The city council passed the plan (with Mayor Stephen Brayman breaking a tie) supported by three main arguments: The Branchville site was the option closest to the geographic center of the city, permanent residents wanted to preserve the alternative Friends School site for educational purposes and business owners said downtown space behind Cornerstone Grill and Loft was needed for economic development and parking. It’s understandable the council voted the way it did with those arguments, but that doesn’t help students at all. We appreciate those council members who voted against the Greenbelt Road site, but most members apparently did not take students into consideration. City officials continue to decry the often poor state of the city-university relationship but do little to improve it — and instead hurt it — themselves.

Students need City Hall in downtown College Park so they can have easy access to council debates and day-to-day government functions, such as paying parking tickets. But student leaders dropped the ball in rallying student opposition to the Branchville relocation plan. Outgoing Student Liaison Drew Vetter, incoming Student Liaison Emily Guskin, Student Government Association President Aaron Kraus and SGA president-elect Andrew Rose should have brought hordes of students with them to protest the move, but they only brought themselves. And Rose, whose platform included making College Park more of a college town, showed up late for the meeting and missed his chance to speak about the measure. He was at the Residence Halls Association elections meeting, but both the RHA presidential and vice presidential candidates ran unopposed, so it is hard to understand why he wasted his time on a throwaway RHA meeting when he should have fought for students in City Hall.

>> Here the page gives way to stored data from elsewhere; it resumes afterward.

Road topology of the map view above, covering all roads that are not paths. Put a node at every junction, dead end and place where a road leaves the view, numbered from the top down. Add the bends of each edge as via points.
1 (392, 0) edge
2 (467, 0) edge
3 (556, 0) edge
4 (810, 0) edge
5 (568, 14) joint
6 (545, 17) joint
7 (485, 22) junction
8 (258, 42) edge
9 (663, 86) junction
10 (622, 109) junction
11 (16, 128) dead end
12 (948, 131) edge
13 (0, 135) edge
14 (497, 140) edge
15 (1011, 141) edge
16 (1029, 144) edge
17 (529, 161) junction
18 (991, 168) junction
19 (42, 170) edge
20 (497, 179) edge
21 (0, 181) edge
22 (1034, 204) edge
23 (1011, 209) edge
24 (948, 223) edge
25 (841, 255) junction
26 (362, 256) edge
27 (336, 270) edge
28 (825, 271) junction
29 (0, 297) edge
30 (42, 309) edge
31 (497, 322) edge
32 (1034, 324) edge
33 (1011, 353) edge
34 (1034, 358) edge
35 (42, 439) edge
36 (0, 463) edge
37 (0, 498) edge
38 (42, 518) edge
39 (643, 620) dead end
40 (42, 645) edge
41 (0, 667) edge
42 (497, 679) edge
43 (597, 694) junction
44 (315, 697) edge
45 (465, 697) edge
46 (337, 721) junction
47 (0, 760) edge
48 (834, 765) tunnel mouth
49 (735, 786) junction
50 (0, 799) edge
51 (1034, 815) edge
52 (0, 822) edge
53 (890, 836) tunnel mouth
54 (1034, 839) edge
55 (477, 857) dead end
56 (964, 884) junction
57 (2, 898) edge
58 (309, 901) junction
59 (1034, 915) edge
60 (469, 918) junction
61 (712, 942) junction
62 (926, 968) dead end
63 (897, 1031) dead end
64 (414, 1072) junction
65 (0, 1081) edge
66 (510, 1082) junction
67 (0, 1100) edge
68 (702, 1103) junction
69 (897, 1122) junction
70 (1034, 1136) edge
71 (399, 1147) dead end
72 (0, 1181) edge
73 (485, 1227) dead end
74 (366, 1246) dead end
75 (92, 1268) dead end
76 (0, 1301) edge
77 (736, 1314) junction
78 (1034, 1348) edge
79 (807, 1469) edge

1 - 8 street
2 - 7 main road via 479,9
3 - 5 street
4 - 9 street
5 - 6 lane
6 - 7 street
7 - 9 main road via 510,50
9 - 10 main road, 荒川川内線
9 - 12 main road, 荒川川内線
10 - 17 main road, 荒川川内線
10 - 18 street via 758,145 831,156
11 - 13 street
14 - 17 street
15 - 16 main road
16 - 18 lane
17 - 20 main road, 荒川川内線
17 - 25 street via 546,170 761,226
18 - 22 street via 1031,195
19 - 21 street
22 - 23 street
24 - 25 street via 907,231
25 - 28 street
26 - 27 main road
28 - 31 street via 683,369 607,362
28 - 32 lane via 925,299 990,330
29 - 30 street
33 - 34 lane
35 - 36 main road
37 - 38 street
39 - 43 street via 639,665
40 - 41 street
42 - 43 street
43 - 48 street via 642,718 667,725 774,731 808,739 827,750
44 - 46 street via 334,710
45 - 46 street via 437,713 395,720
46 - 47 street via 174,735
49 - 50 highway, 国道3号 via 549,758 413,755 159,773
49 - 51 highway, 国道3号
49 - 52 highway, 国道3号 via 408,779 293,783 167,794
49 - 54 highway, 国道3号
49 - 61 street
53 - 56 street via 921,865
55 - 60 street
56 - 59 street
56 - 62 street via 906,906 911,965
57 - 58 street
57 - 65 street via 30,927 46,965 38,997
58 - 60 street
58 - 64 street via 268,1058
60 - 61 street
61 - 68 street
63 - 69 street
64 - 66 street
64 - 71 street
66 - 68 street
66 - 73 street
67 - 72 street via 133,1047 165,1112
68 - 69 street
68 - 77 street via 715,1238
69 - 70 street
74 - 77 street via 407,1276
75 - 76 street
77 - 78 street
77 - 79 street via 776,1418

Regardless, city officials need to be more sensitive to students’ needs. It is only by creating a student-friendly environment that the city will endear itself to students and lure them back to invest, work and settle in the city after graduation. Much of the business investment in the city comes from the student market. Brayman and the city council must respond appropriately and make sure students have easy access to government. The plan to move City Hall to Greenbelt Road does just the opposite.